備蓄品は企業規模や従業員数などで内容が大きく変わります。そのため、他社事例を含めた企業の防災備蓄について、重要なポイントや備蓄品のチェックリストなどを以下のコラムで紹介しています。ぜひお役立てください。
このように、減災対策をいかに推進するかは、平時にどれだけ検討し行動に移すかです。企業はこれを先導し、従業員や顧客、地域コミュニティを巻き込んで取り組むことが重要です。
減災の取り組み事例
災害の被害を最小限に留めるため、地方自治体では減災対策として地域防災計画をベースに取り組みが進められており、企業では、ハード面の対策だけでなく、共助の取り組みを推進しています。
地方自治体の減災取り組み
東京都では、東日本大震災で得た教訓や令和4年4月に公表された「東京都の新たな被害想定について 首都直下地震等による東京の被害想定」を踏まえて、令和5年に「東京都地域防災計画(震災編)」が修正されました。
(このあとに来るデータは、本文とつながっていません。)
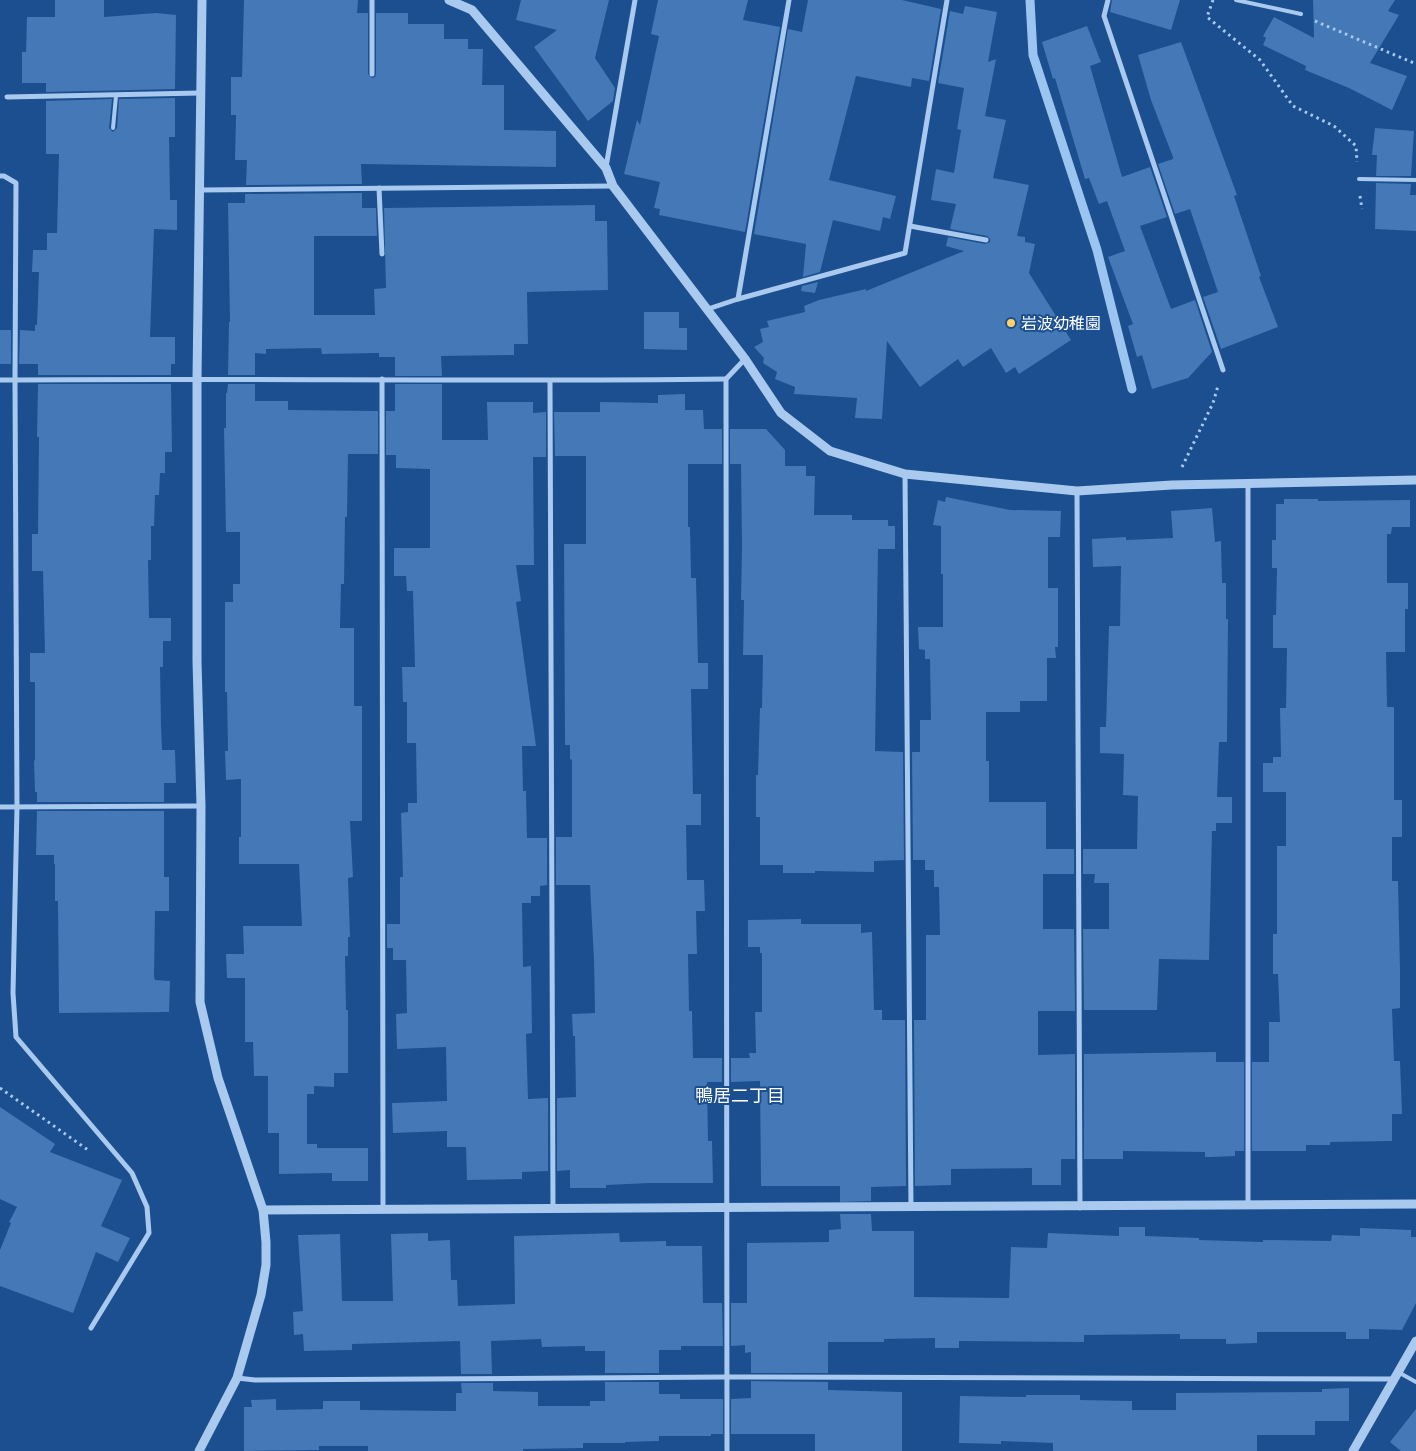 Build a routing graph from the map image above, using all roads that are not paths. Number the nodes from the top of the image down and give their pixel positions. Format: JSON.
{"nodes":[{"id":1,"x":202,"y":0,"type":"edge"},
{"id":2,"x":372,"y":0,"type":"edge"},
{"id":3,"x":449,"y":0,"type":"edge"},
{"id":4,"x":635,"y":0,"type":"edge"},
{"id":5,"x":789,"y":0,"type":"edge"},
{"id":6,"x":947,"y":0,"type":"edge"},
{"id":7,"x":1108,"y":0,"type":"edge"},
{"id":8,"x":1236,"y":0,"type":"edge"},
{"id":9,"x":1301,"y":14,"type":"road end"},
{"id":10,"x":372,"y":74,"type":"dead end"},
{"id":11,"x":200,"y":94,"type":"junction"},
{"id":12,"x":116,"y":96,"type":"junction"},
{"id":13,"x":7,"y":98,"type":"dead end"},
{"id":14,"x":114,"y":128,"type":"dead end"},
{"id":15,"x":606,"y":168,"type":"junction"},
{"id":16,"x":0,"y":176,"type":"edge"},
{"id":17,"x":1359,"y":179,"type":"road end"},
{"id":18,"x":1416,"y":180,"type":"edge"},
{"id":19,"x":613,"y":186,"type":"junction"},
{"id":20,"x":379,"y":188,"type":"junction"},
{"id":21,"x":200,"y":190,"type":"junction"},
{"id":22,"x":910,"y":226,"type":"junction"},
{"id":23,"x":986,"y":240,"type":"dead end"},
{"id":24,"x":382,"y":254,"type":"dead end"},
{"id":25,"x":738,"y":299,"type":"junction"},
{"id":26,"x":708,"y":309,"type":"junction"},
{"id":27,"x":745,"y":359,"type":"junction"},
{"id":28,"x":1223,"y":370,"type":"road end"},
{"id":29,"x":197,"y":379,"type":"junction"},
{"id":30,"x":382,"y":379,"type":"junction"},
{"id":31,"x":0,"y":380,"type":"edge"},
{"id":32,"x":14,"y":380,"type":"junction"},
{"id":33,"x":726,"y":380,"type":"junction"},
{"id":34,"x":550,"y":381,"type":"junction"},
{"id":35,"x":905,"y":474,"type":"junction"},
{"id":36,"x":1416,"y":480,"type":"edge"},
{"id":37,"x":1248,"y":484,"type":"junction"},
{"id":38,"x":1077,"y":491,"type":"junction"},
{"id":39,"x":201,"y":806,"type":"junction"},
{"id":40,"x":0,"y":807,"type":"edge"},
{"id":41,"x":17,"y":807,"type":"junction"},
{"id":42,"x":1416,"y":1204,"type":"edge"},
{"id":43,"x":1248,"y":1206,"type":"junction"},
{"id":44,"x":554,"y":1208,"type":"junction"},
{"id":45,"x":726,"y":1208,"type":"junction"},
{"id":46,"x":911,"y":1208,"type":"junction"},
{"id":47,"x":1080,"y":1208,"type":"junction"},
{"id":48,"x":383,"y":1209,"type":"junction"},
{"id":49,"x":262,"y":1210,"type":"junction"},
{"id":50,"x":91,"y":1328,"type":"dead end"},
{"id":51,"x":1416,"y":1341,"type":"edge"},
{"id":52,"x":1397,"y":1376,"type":"junction"},
{"id":53,"x":726,"y":1377,"type":"junction"},
{"id":54,"x":237,"y":1378,"type":"junction"},
{"id":55,"x":1416,"y":1382,"type":"edge"},
{"id":56,"x":199,"y":1451,"type":"edge"},
{"id":57,"x":727,"y":1451,"type":"edge"},
{"id":58,"x":1353,"y":1451,"type":"edge"}],
"edges":[{"from":1,"to":11,"type":"street"},
{"from":2,"to":10,"type":"street"},
{"from":3,"to":15,"type":"street"},
{"from":4,"to":15,"type":"street"},
{"from":5,"to":25,"type":"street"},
{"from":6,"to":22,"type":"street"},
{"from":7,"to":28,"type":"street"},
{"from":8,"to":9,"type":"lane"},
{"from":11,"to":12,"type":"street"},
{"from":11,"to":21,"type":"street"},
{"from":12,"to":13,"type":"street"},
{"from":12,"to":14,"type":"lane"},
{"from":15,"to":19,"type":"street"},
{"from":16,"to":32,"type":"street"},
{"from":17,"to":18,"type":"lane"},
{"from":19,"to":20,"type":"street"},
{"from":19,"to":26,"type":"street"},
{"from":20,"to":21,"type":"street"},
{"from":20,"to":24,"type":"street"},
{"from":21,"to":29,"type":"street"},
{"from":22,"to":23,"type":"street"},
{"from":22,"to":25,"type":"street"},
{"from":25,"to":26,"type":"street"},
{"from":26,"to":27,"type":"street"},
{"from":27,"to":33,"type":"street"},
{"from":27,"to":35,"type":"street"},
{"from":29,"to":30,"type":"street"},
{"from":29,"to":32,"type":"street"},
{"from":29,"to":39,"type":"street"},
{"from":30,"to":34,"type":"street"},
{"from":30,"to":48,"type":"street"},
{"from":31,"to":32,"type":"street"},
{"from":32,"to":41,"type":"street"},
{"from":33,"to":34,"type":"street"},
{"from":33,"to":45,"type":"street"},
{"from":34,"to":44,"type":"street"},
{"from":35,"to":38,"type":"street"},
{"from":35,"to":46,"type":"street"},
{"from":36,"to":37,"type":"street"},
{"from":37,"to":38,"type":"street"},
{"from":37,"to":43,"type":"street"},
{"from":38,"to":47,"type":"street"},
{"from":39,"to":41,"type":"street"},
{"from":39,"to":49,"type":"street"},
{"from":40,"to":41,"type":"street"},
{"from":41,"to":50,"type":"street"},
{"from":42,"to":43,"type":"street"},
{"from":43,"to":47,"type":"street"},
{"from":44,"to":45,"type":"street"},
{"from":44,"to":48,"type":"street"},
{"from":45,"to":46,"type":"street"},
{"from":45,"to":53,"type":"street"},
{"from":46,"to":47,"type":"street"},
{"from":48,"to":49,"type":"street"},
{"from":49,"to":54,"type":"street"},
{"from":51,"to":52,"type":"street"},
{"from":52,"to":53,"type":"street"},
{"from":52,"to":55,"type":"lane"},
{"from":52,"to":58,"type":"street"},
{"from":53,"to":54,"type":"street"},
{"from":53,"to":57,"type":"street"},
{"from":54,"to":56,"type":"street"}]}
その中で、「2030年度(令和12年度)までに、首都直下地震等による人的・物的被害を概ね半減する」ことを減災目標として定めています。
特に、都民の生命と我が国の首都機能を守る応急体制の強化においては、様々な事態にも対応できるBCPの作成・改定を促進するとし、区市町村のBCP策定を都内全区市町村で策定するとしています。さらに、一斉帰宅抑制等、帰宅困難者対策条例の内容を把握している事業者の割合を70%に掲げ、都内滞留者の大半を占める企業従業員に対し、効果的な普及啓発を実施するとしています。
企業の減災取り組み
大手空調メーカーのダイキン工業は、草加事業所と周辺5町会との間で地域防災協定を締結し、災害時は避難場所、重機などの資機材およびヘリコプターの緊急離着陸場所の提供などを行います。防災備蓄倉庫の設置場所の提供も行っており、平時には地域住民との合同防災訓練を行うなど、共助の取り組みを実施しています。
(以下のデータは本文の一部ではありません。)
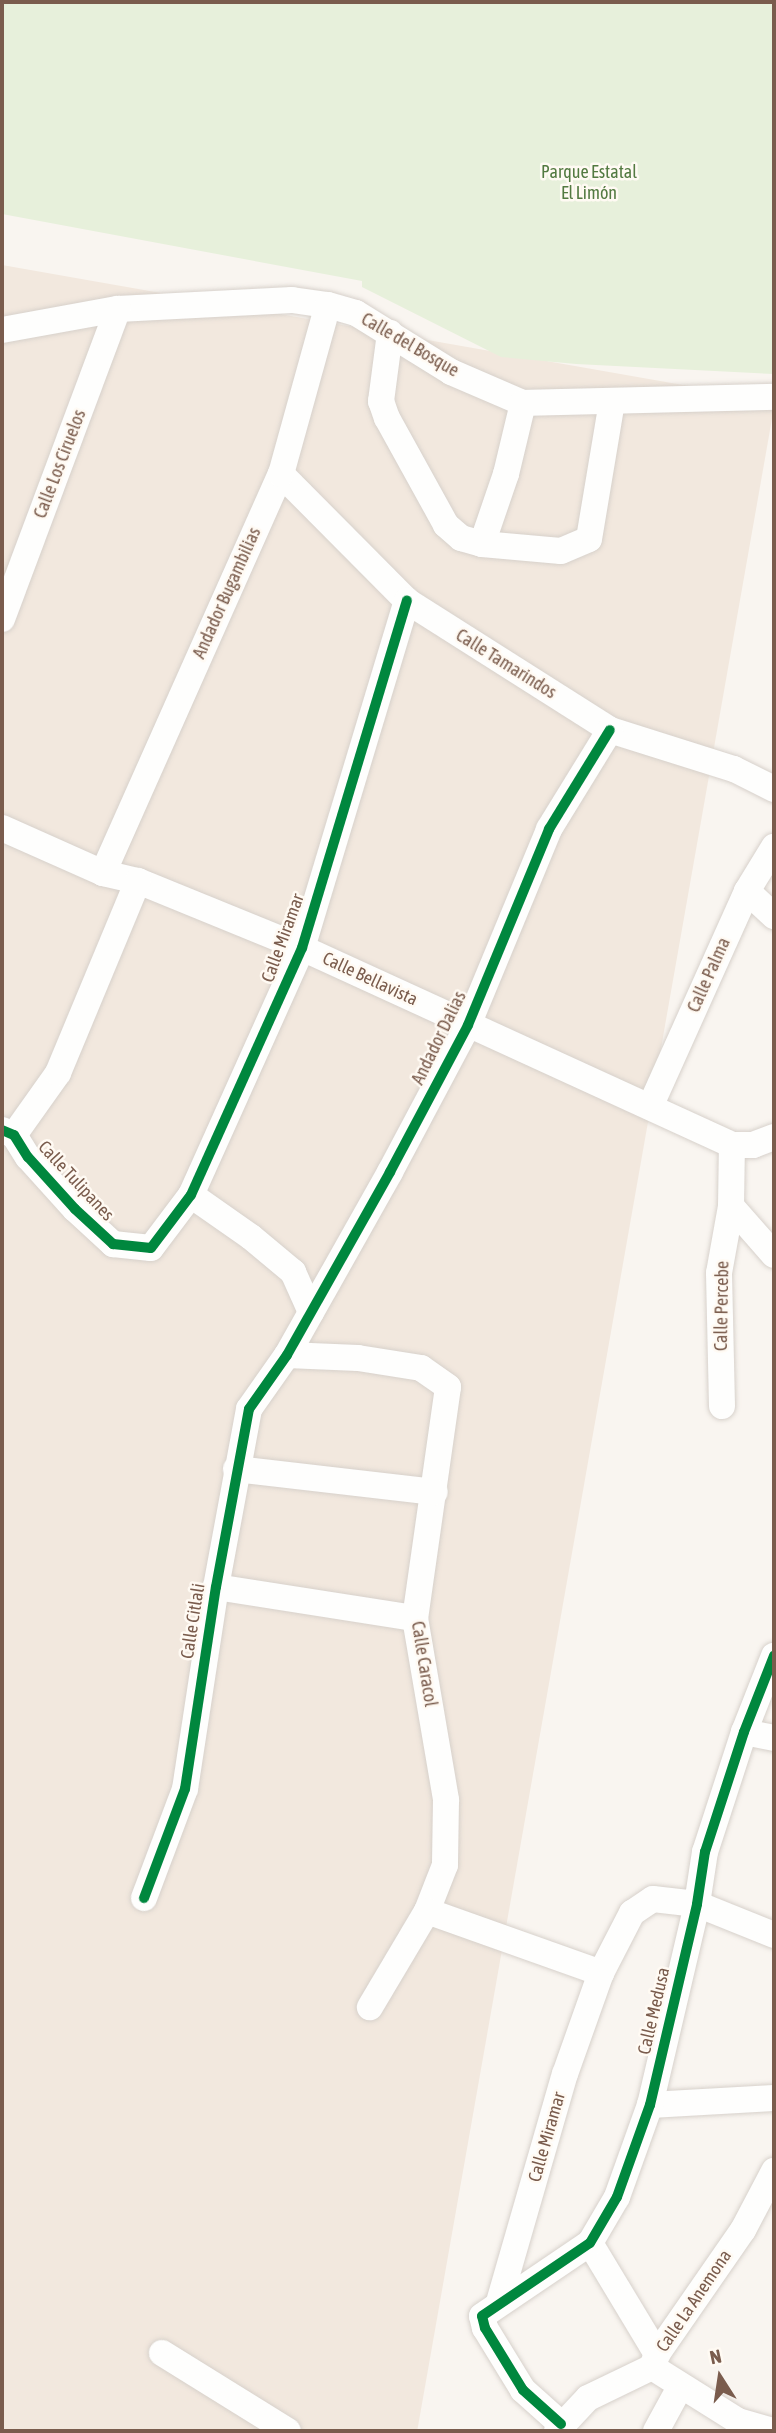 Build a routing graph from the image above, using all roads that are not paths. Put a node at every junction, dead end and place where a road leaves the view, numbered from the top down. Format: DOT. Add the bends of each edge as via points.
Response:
graph roads {
  1 [pos="328,305"];
  2 [pos="118,309"];
  3 [pos="2,330"];
  4 [pos="390,333"];
  5 [pos="774,397"];
  6 [pos="612,402"];
  7 [pos="523,403"];
  8 [pos="281,474"];
  9 [pos="482,544"];
  10 [pos="407,601"];
  11 [pos="2,619"];
  12 [pos="610,730"];
  13 [pos="774,789"];
  14 [pos="2,828"];
  15 [pos="774,847"];
  16 [pos="103,873"];
  17 [pos="138,881"];
  18 [pos="747,891"];
  19 [pos="774,916"];
  20 [pos="302,948"];
  21 [pos="468,1025"];
  22 [pos="650,1107"];
  23 [pos="8,1133"];
  24 [pos="774,1137"];
  25 [pos="732,1144"];
  26 [pos="191,1195"];
  27 [pos="731,1206"];
  28 [pos="131,1248"];
  29 [pos="774,1255"];
  30 [pos="311,1312"];
  31 [pos="287,1355"];
  32 [pos="722,1406"];
  33 [pos="236,1469"];
  34 [pos="435,1492"];
  35 [pos="216,1587"];
  36 [pos="415,1618"];
  37 [pos="774,1656"];
  38 [pos="744,1732"];
  39 [pos="774,1738"];
  40 [pos="144,1898"];
  41 [pos="697,1903"];
  42 [pos="428,1911"];
  43 [pos="774,1935"];
  44 [pos="601,1973"];
  45 [pos="370,2007"];
  46 [pos="774,2098"];
  47 [pos="650,2105"];
  48 [pos="774,2171"];
  49 [pos="590,2244"];
  50 [pos="490,2309"];
  51 [pos="162,2353"];
  52 [pos="654,2360"];
  53 [pos="680,2387"];
  54 [pos="559,2428"];
  55 [pos="288,2431"];
  56 [pos="656,2431"];
  57 [pos="774,2431"];
  1 -- 2 [label="street, Calle del Bosque" via="292,300"];
  1 -- 4 [label="street, Calle del Bosque" via="356,313"];
  1 -- 8 [label="street, Andador Bugambilias"];
  2 -- 3 [label="street, Calle del Bosque"];
  2 -- 11 [label="street, Calle Los Ciruelos"];
  4 -- 7 [label="street, Calle del Bosque" via="451,372"];
  4 -- 9 [label="street" via="381,401 387,418 446,525 461,538"];
  5 -- 6 [label="street, Calle del Bosque"];
  6 -- 7 [label="street, Calle del Bosque"];
  6 -- 9 [label="street" via="589,539 561,551"];
  7 -- 9 [label="street" via="506,474"];
  8 -- 10 [label="street, Calle Tamarindos"];
  8 -- 16 [label="street, Andador Bugambilias"];
  10 -- 12 [label="street, Calle Tamarindos"];
  10 -- 20 [label="street, Calle Miramar"];
  12 -- 13 [label="street, Calle Tamarindos" via="734,769"];
  12 -- 21 [label="street, Andador Dalias" via="549,829"];
  14 -- 16 [label="street, Calle Bellavista"];
  15 -- 18 [label="street, Calle Palma"];
  16 -- 17 [label="street, Calle Bellavista"];
  17 -- 20 [label="street, Calle Bellavista"];
  17 -- 23 [label="street" via="58,1073"];
  18 -- 19 [label="street"];
  18 -- 22 [label="street, Calle Palma"];
  20 -- 21 [label="street, Calle Bellavista"];
  20 -- 26 [label="street, Calle Miramar"];
  21 -- 22 [label="street, Calle Bellavista"];
  21 -- 30 [label="street, Andador Dalias"];
  22 -- 25 [label="street, Calle Bellavista"];
  23 -- 28 [label="street, Calle Tulipanes" via="75,1209 113,1244"];
  24 -- 25 [label="street" via="753,1145"];
  25 -- 27 [label="street, Calle Percebe"];
  26 -- 28 [label="street, Calle Miramar" via="151,1248"];
  26 -- 30 [label="street" via="293,1272"];
  27 -- 29 [label="street"];
  27 -- 32 [label="street, Calle Percebe" via="719,1273"];
  30 -- 31 [label="street, Andador Dalias"];
  31 -- 33 [label="street, Calle Citlali" via="249,1409"];
  31 -- 34 [label="street, Calle Caracol" via="358,1358 421,1368 448,1387"];
  33 -- 34 [label="street"];
  33 -- 35 [label="street, Calle Citlali"];
  34 -- 36 [label="street, Calle Caracol"];
  35 -- 36 [label="street"];
  35 -- 40 [label="street, Calle Citlali" via="185,1788"];
  36 -- 42 [label="street, Calle Caracol" via="446,1800 445,1864"];
  37 -- 38 [label="street, Calle Medusa"];
  38 -- 39 [label="street"];
  38 -- 41 [label="street, Calle Medusa" via="705,1852"];
  41 -- 43 [label="street"];
  41 -- 44 [label="street, Calle Miramar" via="653,1899 632,1913"];
  41 -- 47 [label="street, Calle Medusa"];
  42 -- 44 [label="street"];
  42 -- 45 [label="street, Calle Caracol"];
  44 -- 50 [label="street, Calle Miramar"];
  46 -- 47 [label="street"];
  47 -- 49 [label="street, Calle Medusa" via="617,2197"];
  48 -- 52 [label="street, Calle La Anemona" via="743,2230"];
  49 -- 50 [label="street, Calle Medusa"];
  49 -- 52 [label="street"];
  50 -- 54 [label="street" via="485,2328 523,2390"];
  51 -- 55 [label="street"];
  52 -- 53 [label="street"];
  52 -- 54 [label="street, Calle La Anemona" via="588,2398"];
  53 -- 56 [label="street"];
  53 -- 57 [label="street" via="738,2421"];
}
不動産会社の森ビルは、東京都港区の虎ノ門ヒルズを利用し、周辺地域の防災拠点として、災害に強い安心安全な街づくりを進めています。建物の耐震化に加え、大規模蓄熱槽や災害用井戸を設置し、災害時の生活用水として利用できるようにしているほか、災害時の通信手段として、一般業務無線と、長距離通信が可能なFWA無線を併用した独自システムを構築しています。さらに、3,600人の帰宅困難者を受け入れることが可能な一時避難場所のスペースと備蓄品を備えています。
減災対策において企業が平時にできることはこれら事例のほかにも様々あります。企業担当者は減災対策を従業員だけでなく、顧客や地域のコミュニティとともに取り組むことが重要です。